= What the task requires =
Apart from the images, reproduce all of the data word for word.

= Dataset =
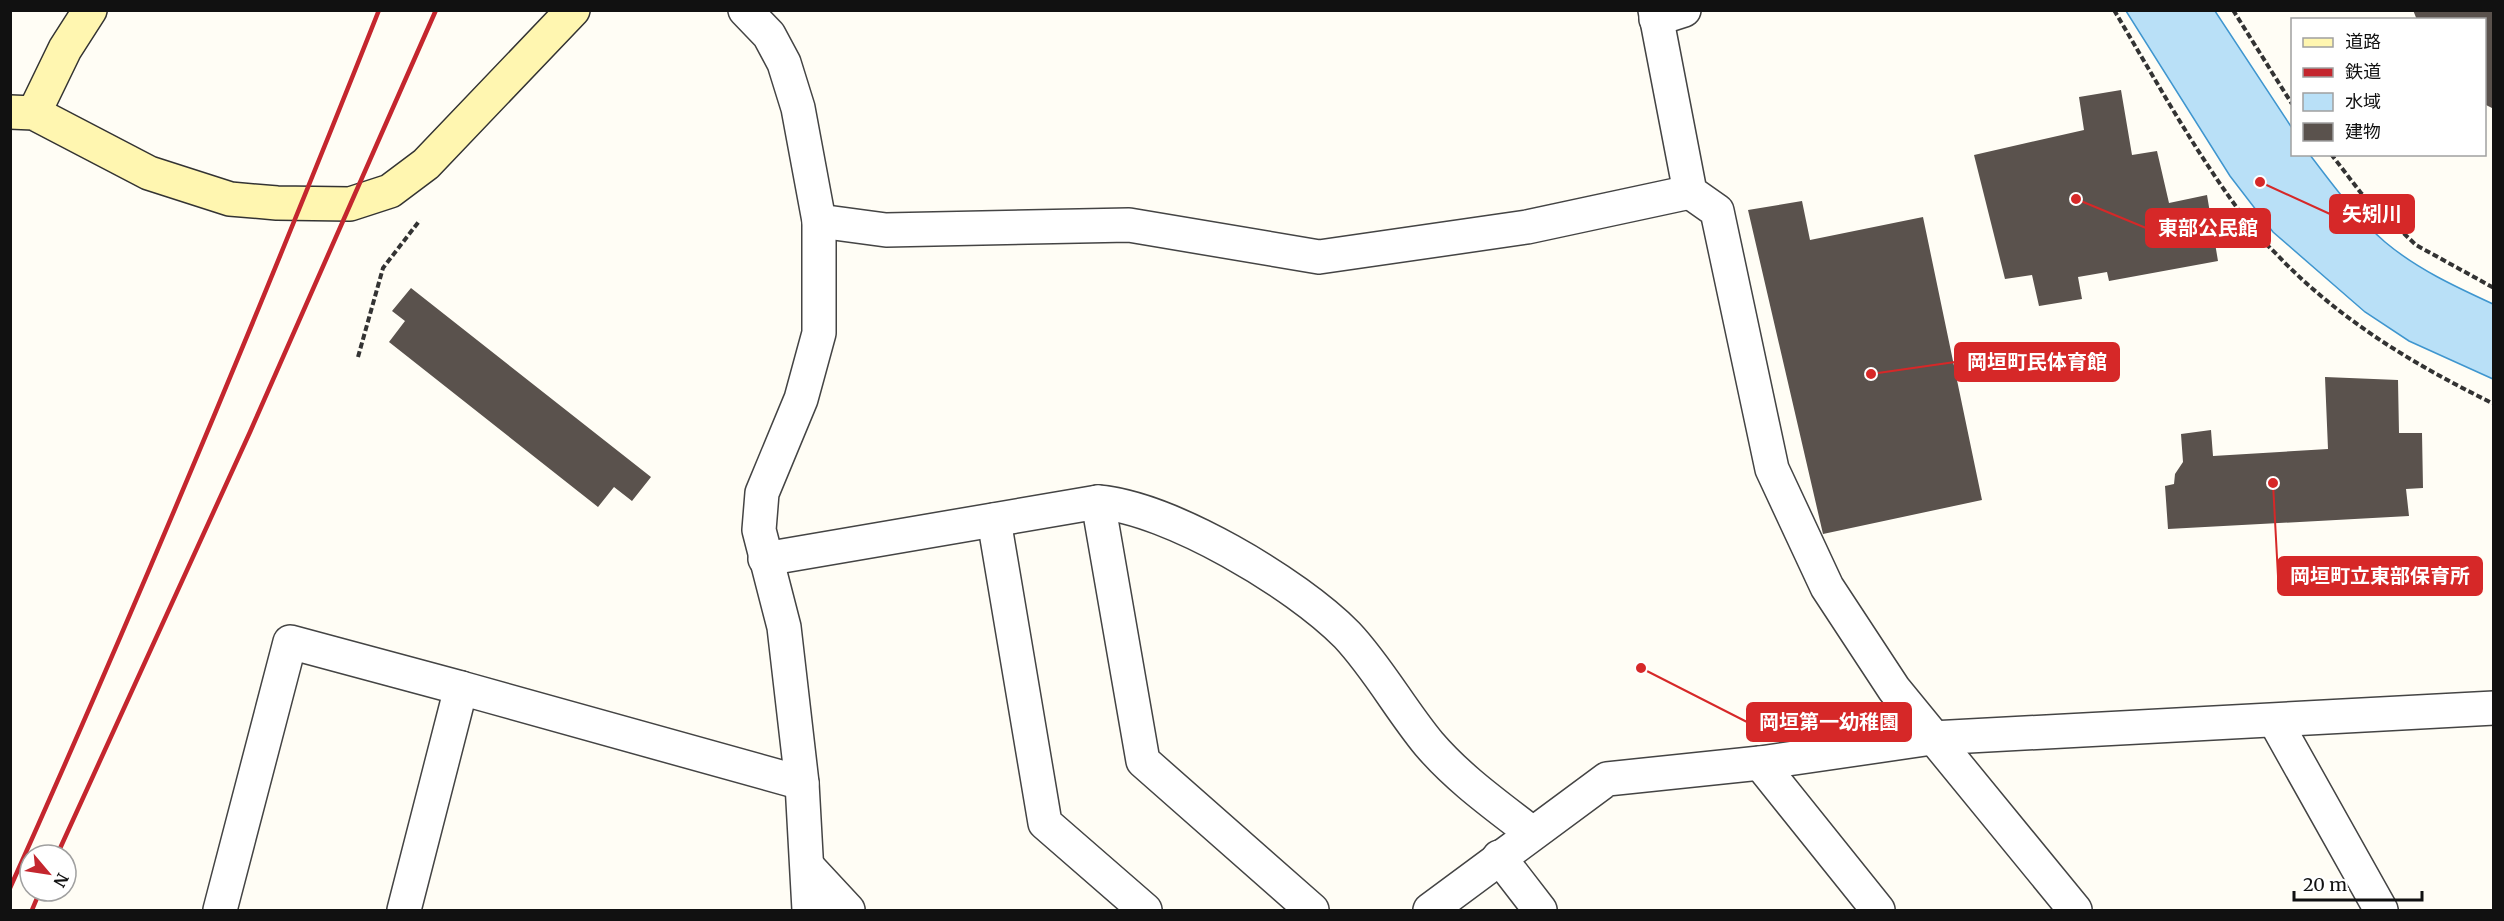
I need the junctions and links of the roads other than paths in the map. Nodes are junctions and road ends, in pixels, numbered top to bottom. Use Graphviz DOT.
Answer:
graph roads {
  1 [pos="90,10"];
  2 [pos="573,10"];
  3 [pos="745,10"];
  4 [pos="1665,13"];
  5 [pos="22,112"];
  6 [pos="1690,192"];
  7 [pos="819,221"];
  8 [pos="1098,502"];
  9 [pos="994,520"];
  10 [pos="765,559"];
  11 [pos="461,688"];
  12 [pos="2493,708"];
  13 [pos="2275,721"];
  14 [pos="1932,738"];
  15 [pos="1760,763"];
  16 [pos="802,783"];
  17 [pos="1532,832"];
  18 [pos="1498,857"];
  19 [pos="808,867"];
  20 [pos="220,910"];
  21 [pos="404,910"];
  22 [pos="809,910"];
  23 [pos="849,910"];
  24 [pos="1145,910"];
  25 [pos="1312,910"];
  26 [pos="1430,910"];
  27 [pos="1540,910"];
  28 [pos="1878,910"];
  29 [pos="2074,910"];
  30 [pos="2380,910"];
  1 -- 5 [label="street"];
  2 -- 5 [label="street"];
  3 -- 7 [label="street"];
  4 -- 6 [label="street"];
  6 -- 7 [label="street"];
  6 -- 14 [label="street"];
  7 -- 10 [label="street"];
  8 -- 9 [label="street"];
  8 -- 17 [label="street"];
  8 -- 25 [label="street"];
  9 -- 10 [label="street"];
  9 -- 24 [label="street"];
  10 -- 16 [label="street"];
  11 -- 16 [label="street"];
  11 -- 20 [label="street"];
  11 -- 21 [label="street"];
  12 -- 13 [label="street"];
  13 -- 14 [label="street"];
  13 -- 30 [label="street"];
  14 -- 15 [label="street"];
  14 -- 29 [label="street"];
  15 -- 17 [label="street"];
  15 -- 28 [label="street"];
  16 -- 19 [label="street"];
  17 -- 18 [label="street"];
  18 -- 26 [label="street"];
  18 -- 27 [label="street"];
  19 -- 22 [label="street"];
  19 -- 23 [label="street"];
}
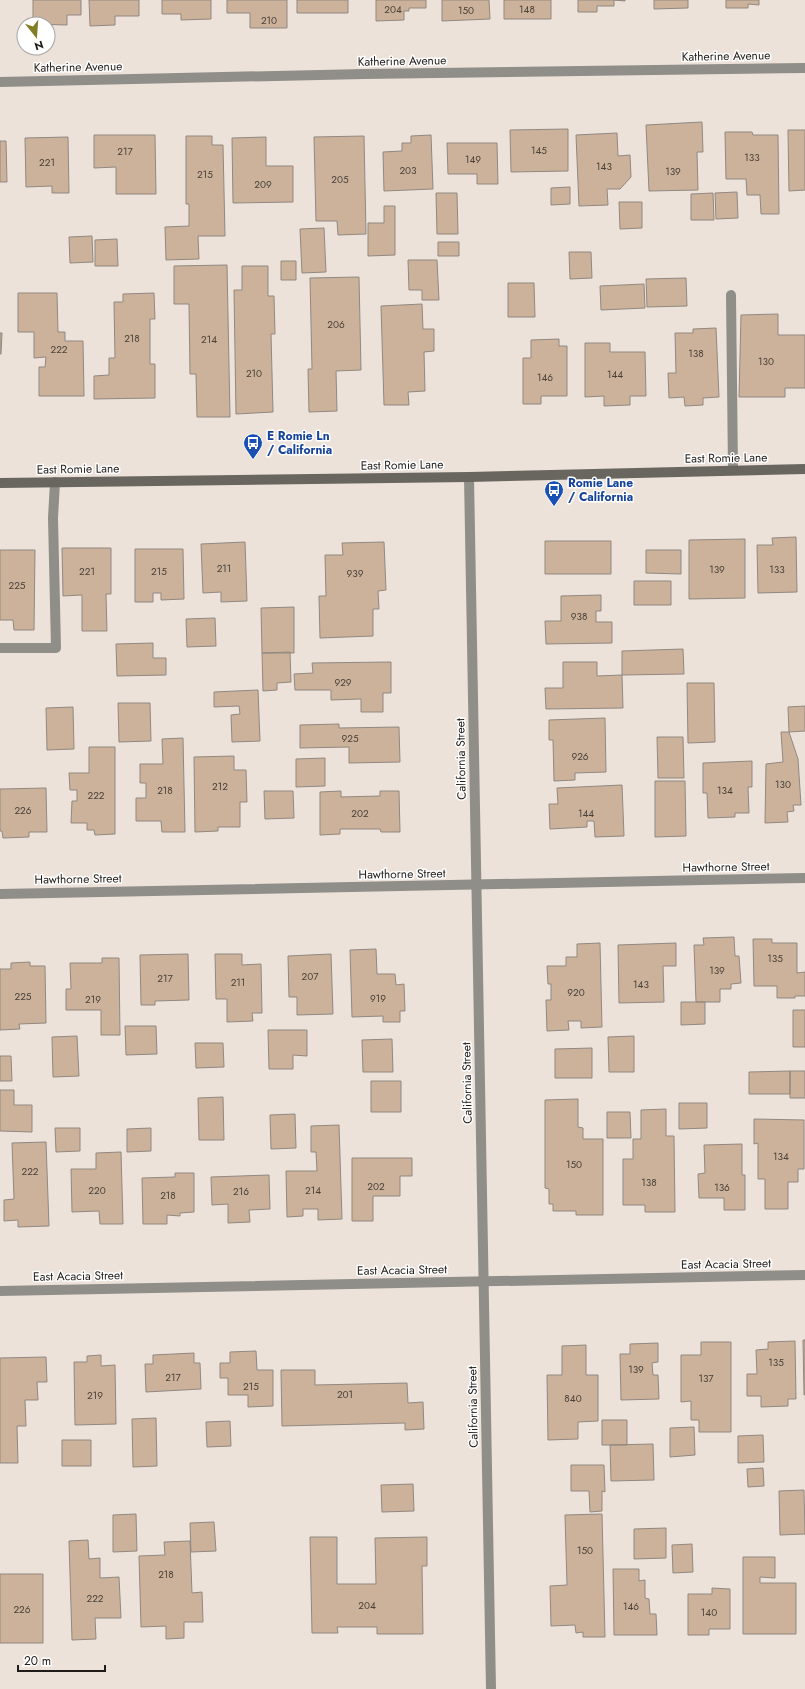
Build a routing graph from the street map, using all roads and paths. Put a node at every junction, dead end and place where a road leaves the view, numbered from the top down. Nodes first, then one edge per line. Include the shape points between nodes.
1 (805, 68) edge
2 (0, 82) edge
3 (731, 295) dead end
4 (805, 469) edge
5 (733, 470) junction
6 (469, 477) junction
7 (55, 482) junction
8 (0, 483) edge
9 (0, 648) edge
10 (805, 878) edge
11 (476, 885) junction
12 (0, 894) edge
13 (805, 1275) edge
14 (484, 1281) junction
15 (0, 1291) edge
16 (491, 1689) edge

1 - 2 street, Katherine Avenue
3 - 5 street
4 - 5 main road, East Romie Lane
5 - 6 main road, East Romie Lane
6 - 7 main road, East Romie Lane
6 - 11 street, California Street
7 - 8 main road, East Romie Lane
7 - 9 street via 53,518 56,648
10 - 11 street, Hawthorne Street
11 - 12 street, Hawthorne Street
11 - 14 street, California Street
13 - 14 street, East Acacia Street
14 - 15 street, East Acacia Street
14 - 16 street, California Street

= Task output =
I need the junctions and links of the roads other than paths in the map. Nodes are junctions and road ends, in pixels, numbered top to bottom. Use Graphviz DOT.
Answer:
graph roads {
  1 [pos="90,10"];
  2 [pos="573,10"];
  3 [pos="745,10"];
  4 [pos="1665,13"];
  5 [pos="22,112"];
  6 [pos="1690,192"];
  7 [pos="819,221"];
  8 [pos="1098,502"];
  9 [pos="994,520"];
  10 [pos="765,559"];
  11 [pos="461,688"];
  12 [pos="2493,708"];
  13 [pos="2275,721"];
  14 [pos="1932,738"];
  15 [pos="1760,763"];
  16 [pos="802,783"];
  17 [pos="1532,832"];
  18 [pos="1498,857"];
  19 [pos="808,867"];
  20 [pos="220,910"];
  21 [pos="404,910"];
  22 [pos="809,910"];
  23 [pos="849,910"];
  24 [pos="1145,910"];
  25 [pos="1312,910"];
  26 [pos="1430,910"];
  27 [pos="1540,910"];
  28 [pos="1878,910"];
  29 [pos="2074,910"];
  30 [pos="2380,910"];
  1 -- 5 [label="street"];
  2 -- 5 [label="street"];
  3 -- 7 [label="street"];
  4 -- 6 [label="street"];
  6 -- 7 [label="street"];
  6 -- 14 [label="street"];
  7 -- 10 [label="street"];
  8 -- 9 [label="street"];
  8 -- 17 [label="street"];
  8 -- 25 [label="street"];
  9 -- 10 [label="street"];
  9 -- 24 [label="street"];
  10 -- 16 [label="street"];
  11 -- 16 [label="street"];
  11 -- 20 [label="street"];
  11 -- 21 [label="street"];
  12 -- 13 [label="street"];
  13 -- 14 [label="street"];
  13 -- 30 [label="street"];
  14 -- 15 [label="street"];
  14 -- 29 [label="street"];
  15 -- 17 [label="street"];
  15 -- 28 [label="street"];
  16 -- 19 [label="street"];
  17 -- 18 [label="street"];
  18 -- 26 [label="street"];
  18 -- 27 [label="street"];
  19 -- 22 [label="street"];
  19 -- 23 [label="street"];
}
Build a routing graph from the street map, using all roads and paths. Put a node at every junction, dead end and place where a road leaves the view, numbered from the top down. Nodes first, then one edge per line. Include the shape points between nodes.
1 (805, 68) edge
2 (0, 82) edge
3 (731, 295) dead end
4 (805, 469) edge
5 (733, 470) junction
6 (469, 477) junction
7 (55, 482) junction
8 (0, 483) edge
9 (0, 648) edge
10 (805, 878) edge
11 (476, 885) junction
12 (0, 894) edge
13 (805, 1275) edge
14 (484, 1281) junction
15 (0, 1291) edge
16 (491, 1689) edge

1 - 2 street, Katherine Avenue
3 - 5 street
4 - 5 main road, East Romie Lane
5 - 6 main road, East Romie Lane
6 - 7 main road, East Romie Lane
6 - 11 street, California Street
7 - 8 main road, East Romie Lane
7 - 9 street via 53,518 56,648
10 - 11 street, Hawthorne Street
11 - 12 street, Hawthorne Street
11 - 14 street, California Street
13 - 14 street, East Acacia Street
14 - 15 street, East Acacia Street
14 - 16 street, California Street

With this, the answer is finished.